Tell us about your work/research. What kinds of things do you do?
As southern region program coordinator for NOAA's MBNMS, I am involved in education and resource protection of the southern region of MBNMS. I run an interpretive center, in partnership with CA State Parks, to educate approximately 15,000 visitors and over 1,000 students annually about the historical, cultural and natural history of MBNMS and CA State Parks. I also partner with other agencies and NGOs to protect the ocean through education, stewardship and citizen science programs in an area that contains the largest mainland elephant seal rookery, and dozens of species of marine mammals, seabirds and other marine life. Since San Simeon and the central coast is a major eco-tourism destination, we are in the perfect place to educate our world visitors about the importance of maintaining a healthy ocean.
What sparked your initial interest in your career?
From the time I was four years old, nature always fascinated me, as did water. I spent my childhood summers in the lakes of NH and on the beaches of Cape Cod. I played with horseshoe crabs and took night swims in the bioluminescent waters off Pocasset. I took my first marine biology class in high school, and discovered there was actually a marine biology major at Oregon Institute of Marine Biology in Charleston!
Who influenced you or encouraged you the most?
Jane Goodall was a huge role model for strong women in science. The adventures of Jacque Cousteau helped me to see that diving the world ocean was possible and the best way to see most of our planet. From a very young age, my science teachers encouraged me to immerse myself into a variety of topics, from botany to primates. My most influential professors were as, Dr. Melinda Novak (my very own Jane Goodall) and graduate school advisor and mentor, Dr. Les Watling.
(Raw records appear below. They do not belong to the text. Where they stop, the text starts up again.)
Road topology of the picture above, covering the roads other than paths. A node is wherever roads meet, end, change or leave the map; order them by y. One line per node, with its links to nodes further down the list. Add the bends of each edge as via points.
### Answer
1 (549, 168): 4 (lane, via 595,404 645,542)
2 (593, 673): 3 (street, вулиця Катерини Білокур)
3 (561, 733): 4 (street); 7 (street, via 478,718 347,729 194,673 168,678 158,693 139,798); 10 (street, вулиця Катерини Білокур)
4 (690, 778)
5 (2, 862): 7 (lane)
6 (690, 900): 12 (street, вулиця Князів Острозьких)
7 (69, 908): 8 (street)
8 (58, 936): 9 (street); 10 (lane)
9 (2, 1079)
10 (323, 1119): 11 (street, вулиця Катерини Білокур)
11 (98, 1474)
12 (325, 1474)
What element of your work/study do you think is the most fascinating?
After a life of researching orca, seabirds, invertebrates, and plankton, combined with teaching, I find the most enjoyment in sharing “firsts” with children and adults; seeing a whale for the first time, connecting with the beach, or snorkeling with bat rays off Catalina Island. Seeing what comes up on the beach can also be very exciting, such as jellies or krill brought in by onshore winds, or sick, oiled or injured birds and marine mammals or the ever-changing cornucopia of plankton in a drop of seawater.
What other jobs led you to your current career?
I have a varied background in the fields of zoology, psychology, teaching and marine biology and policy. One job led to another, from work in primate labs to jobs as a veterinary technician and wildlife rehab specialist. I lived on an island for 8 years while teaching children how to snorkel and identify fish, and taught classes in marine mammals and plankton. When I realized teaching was not enough, I went back to school to learn how to work with fishermen and academia to create marine protected areas.
What are your degrees and certifications?
Bachelor of Science in Psychology and Zoology - UMass, Amherst 1983: Masters in Education (secondary science) - U of Oregon and UMass, Amherst 1987; Masters in Marine Biology and Policy - UMaine, Orono 2001; CPR, First Aid, SCUBA certified, National Association for Interpreters, on Board of Save the Whales, Respect Wildlife Committee, Elephant Seal Advisory Group, One Cool Earth
What are your hobbies?
Horseback riding, kayaking, skiing, hiking, singing, sketching, dog training and developing curriculum and mentoring.
What advice would you give someone who wants to have a career like yours?
Do well in school, learn the tools of your trade, listen to where your passion takes you, make positive connections with people who do what you want to, get along with others, seek and take advantage of opportunities, and interview other students from undergraduate and graduate programs before entering.